WHAT IS NEEDED
Tally the lines below containing the word "Plain" and give that total alone.

AVAILABLE DATA
—————

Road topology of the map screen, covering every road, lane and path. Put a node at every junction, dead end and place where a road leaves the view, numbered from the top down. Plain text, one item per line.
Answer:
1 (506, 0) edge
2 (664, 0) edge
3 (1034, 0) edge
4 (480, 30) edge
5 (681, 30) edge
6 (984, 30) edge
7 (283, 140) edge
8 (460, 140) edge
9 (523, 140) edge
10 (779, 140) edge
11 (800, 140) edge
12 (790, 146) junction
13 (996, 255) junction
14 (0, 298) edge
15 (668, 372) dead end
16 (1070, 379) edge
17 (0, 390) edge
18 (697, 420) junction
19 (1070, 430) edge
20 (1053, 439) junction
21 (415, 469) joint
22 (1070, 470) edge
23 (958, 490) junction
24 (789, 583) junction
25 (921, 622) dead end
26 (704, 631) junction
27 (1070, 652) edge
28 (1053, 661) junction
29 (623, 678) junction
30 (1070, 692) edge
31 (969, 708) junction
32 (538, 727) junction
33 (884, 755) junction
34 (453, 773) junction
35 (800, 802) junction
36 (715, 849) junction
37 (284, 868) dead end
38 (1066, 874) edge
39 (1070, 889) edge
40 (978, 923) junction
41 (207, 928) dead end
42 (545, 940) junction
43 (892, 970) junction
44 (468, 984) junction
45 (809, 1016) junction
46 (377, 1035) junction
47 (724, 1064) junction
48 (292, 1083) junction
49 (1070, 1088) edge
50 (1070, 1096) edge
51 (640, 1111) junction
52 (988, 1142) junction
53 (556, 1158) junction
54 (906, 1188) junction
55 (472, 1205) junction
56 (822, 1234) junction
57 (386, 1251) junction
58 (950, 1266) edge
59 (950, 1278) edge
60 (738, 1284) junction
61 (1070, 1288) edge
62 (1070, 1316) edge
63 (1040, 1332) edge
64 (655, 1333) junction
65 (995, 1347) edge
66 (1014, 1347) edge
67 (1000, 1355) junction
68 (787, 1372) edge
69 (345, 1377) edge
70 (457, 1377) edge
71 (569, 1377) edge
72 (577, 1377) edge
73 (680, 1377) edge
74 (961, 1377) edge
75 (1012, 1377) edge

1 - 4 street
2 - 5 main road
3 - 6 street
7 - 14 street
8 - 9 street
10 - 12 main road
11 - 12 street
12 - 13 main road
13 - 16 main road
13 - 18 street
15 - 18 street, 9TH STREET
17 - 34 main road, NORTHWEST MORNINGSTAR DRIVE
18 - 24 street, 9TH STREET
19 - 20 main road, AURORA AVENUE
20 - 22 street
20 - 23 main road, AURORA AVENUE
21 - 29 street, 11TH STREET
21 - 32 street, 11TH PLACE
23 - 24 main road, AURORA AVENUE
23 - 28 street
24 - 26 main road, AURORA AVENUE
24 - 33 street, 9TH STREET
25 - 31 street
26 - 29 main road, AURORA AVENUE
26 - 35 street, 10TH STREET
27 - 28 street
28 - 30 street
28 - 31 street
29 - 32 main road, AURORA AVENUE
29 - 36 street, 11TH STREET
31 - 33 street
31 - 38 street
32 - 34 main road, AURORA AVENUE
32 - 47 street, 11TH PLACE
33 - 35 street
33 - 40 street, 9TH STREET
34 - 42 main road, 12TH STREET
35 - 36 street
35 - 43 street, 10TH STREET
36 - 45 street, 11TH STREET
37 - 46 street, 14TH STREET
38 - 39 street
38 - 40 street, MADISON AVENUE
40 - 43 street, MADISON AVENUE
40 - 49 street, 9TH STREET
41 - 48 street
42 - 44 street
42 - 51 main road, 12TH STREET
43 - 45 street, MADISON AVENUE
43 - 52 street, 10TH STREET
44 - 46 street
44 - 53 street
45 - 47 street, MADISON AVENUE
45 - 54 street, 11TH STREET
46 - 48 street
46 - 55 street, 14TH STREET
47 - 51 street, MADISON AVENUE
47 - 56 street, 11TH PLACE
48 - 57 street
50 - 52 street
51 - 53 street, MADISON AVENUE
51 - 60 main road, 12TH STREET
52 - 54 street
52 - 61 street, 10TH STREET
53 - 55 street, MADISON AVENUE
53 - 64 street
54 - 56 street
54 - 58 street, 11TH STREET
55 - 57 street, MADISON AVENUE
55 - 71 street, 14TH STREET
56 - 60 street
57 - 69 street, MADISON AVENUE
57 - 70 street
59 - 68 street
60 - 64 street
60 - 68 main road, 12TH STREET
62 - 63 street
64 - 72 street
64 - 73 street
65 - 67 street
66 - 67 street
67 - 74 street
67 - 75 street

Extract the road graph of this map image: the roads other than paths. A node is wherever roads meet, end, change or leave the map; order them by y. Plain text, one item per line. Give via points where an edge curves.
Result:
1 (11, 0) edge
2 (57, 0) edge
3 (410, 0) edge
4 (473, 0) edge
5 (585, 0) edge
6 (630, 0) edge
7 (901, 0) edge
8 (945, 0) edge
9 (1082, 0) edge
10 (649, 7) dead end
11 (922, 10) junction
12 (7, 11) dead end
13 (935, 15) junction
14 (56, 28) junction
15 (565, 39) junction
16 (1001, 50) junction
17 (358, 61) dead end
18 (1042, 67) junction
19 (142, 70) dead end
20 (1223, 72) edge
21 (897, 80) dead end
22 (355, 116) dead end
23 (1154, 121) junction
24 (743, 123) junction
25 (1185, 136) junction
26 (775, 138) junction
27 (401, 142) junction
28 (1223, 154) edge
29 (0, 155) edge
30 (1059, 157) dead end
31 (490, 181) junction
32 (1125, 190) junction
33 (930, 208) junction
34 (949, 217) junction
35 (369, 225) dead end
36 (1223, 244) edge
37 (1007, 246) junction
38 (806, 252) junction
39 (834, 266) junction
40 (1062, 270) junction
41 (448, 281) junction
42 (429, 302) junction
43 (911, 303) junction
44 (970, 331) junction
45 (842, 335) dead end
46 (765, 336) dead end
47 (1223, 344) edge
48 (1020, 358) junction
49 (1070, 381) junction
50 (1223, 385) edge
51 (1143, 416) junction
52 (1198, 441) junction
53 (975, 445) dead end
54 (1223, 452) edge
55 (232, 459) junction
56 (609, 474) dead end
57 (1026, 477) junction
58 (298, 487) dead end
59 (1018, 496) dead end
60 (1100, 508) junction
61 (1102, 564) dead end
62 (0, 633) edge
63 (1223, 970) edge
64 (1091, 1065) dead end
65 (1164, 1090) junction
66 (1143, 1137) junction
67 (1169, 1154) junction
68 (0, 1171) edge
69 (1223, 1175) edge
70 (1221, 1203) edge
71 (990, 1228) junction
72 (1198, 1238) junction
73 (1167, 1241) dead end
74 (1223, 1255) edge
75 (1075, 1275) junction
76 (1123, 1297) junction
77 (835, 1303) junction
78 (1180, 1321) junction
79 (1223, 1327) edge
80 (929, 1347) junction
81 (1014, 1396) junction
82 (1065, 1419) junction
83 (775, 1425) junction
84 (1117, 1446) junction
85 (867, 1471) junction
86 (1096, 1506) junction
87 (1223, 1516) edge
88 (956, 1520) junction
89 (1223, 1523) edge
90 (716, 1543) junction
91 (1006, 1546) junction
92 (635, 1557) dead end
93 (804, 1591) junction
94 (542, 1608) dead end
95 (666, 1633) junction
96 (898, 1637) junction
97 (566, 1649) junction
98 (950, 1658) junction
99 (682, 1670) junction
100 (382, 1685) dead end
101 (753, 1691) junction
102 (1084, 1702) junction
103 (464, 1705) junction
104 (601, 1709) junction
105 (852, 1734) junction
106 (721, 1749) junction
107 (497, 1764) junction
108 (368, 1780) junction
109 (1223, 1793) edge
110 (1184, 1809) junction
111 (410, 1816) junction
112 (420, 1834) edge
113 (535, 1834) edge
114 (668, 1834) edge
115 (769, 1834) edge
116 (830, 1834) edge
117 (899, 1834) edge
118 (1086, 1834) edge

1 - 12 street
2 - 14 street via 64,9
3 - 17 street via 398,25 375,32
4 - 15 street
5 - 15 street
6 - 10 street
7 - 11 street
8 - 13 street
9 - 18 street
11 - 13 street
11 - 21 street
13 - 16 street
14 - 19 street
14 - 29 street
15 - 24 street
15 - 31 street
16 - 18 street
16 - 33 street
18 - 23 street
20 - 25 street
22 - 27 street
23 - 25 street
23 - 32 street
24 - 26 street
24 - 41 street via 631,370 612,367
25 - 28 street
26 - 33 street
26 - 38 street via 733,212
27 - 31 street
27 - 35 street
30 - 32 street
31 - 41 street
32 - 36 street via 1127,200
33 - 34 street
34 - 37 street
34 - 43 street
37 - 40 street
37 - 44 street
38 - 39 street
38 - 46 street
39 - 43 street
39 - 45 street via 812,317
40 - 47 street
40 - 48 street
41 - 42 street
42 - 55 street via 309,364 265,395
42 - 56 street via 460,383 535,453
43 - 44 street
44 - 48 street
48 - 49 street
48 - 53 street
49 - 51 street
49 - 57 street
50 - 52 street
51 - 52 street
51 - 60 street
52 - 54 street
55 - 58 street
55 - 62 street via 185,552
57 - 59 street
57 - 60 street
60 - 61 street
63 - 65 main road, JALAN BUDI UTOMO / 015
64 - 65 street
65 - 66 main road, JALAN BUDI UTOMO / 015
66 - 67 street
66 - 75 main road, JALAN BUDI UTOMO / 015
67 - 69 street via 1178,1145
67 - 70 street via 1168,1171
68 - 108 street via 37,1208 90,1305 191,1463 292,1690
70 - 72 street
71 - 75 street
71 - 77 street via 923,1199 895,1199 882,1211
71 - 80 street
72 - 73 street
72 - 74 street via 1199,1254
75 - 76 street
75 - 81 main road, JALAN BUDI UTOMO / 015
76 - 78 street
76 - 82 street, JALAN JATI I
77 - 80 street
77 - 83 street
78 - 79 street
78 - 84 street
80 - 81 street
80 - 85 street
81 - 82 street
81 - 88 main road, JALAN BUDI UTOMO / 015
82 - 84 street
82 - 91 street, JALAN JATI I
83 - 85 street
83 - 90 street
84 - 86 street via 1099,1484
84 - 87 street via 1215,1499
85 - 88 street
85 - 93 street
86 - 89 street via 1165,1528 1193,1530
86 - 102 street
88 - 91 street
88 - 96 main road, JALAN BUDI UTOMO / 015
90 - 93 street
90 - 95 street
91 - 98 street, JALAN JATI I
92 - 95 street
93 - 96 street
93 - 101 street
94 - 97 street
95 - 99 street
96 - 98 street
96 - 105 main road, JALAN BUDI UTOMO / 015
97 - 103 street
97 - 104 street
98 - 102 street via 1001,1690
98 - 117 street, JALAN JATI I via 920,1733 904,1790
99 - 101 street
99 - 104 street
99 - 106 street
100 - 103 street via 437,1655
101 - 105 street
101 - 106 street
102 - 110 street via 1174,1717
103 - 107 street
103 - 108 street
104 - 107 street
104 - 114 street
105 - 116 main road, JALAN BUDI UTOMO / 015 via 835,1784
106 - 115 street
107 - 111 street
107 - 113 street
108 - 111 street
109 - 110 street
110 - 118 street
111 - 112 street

—————

SOLUTION FOR THIS TASK
2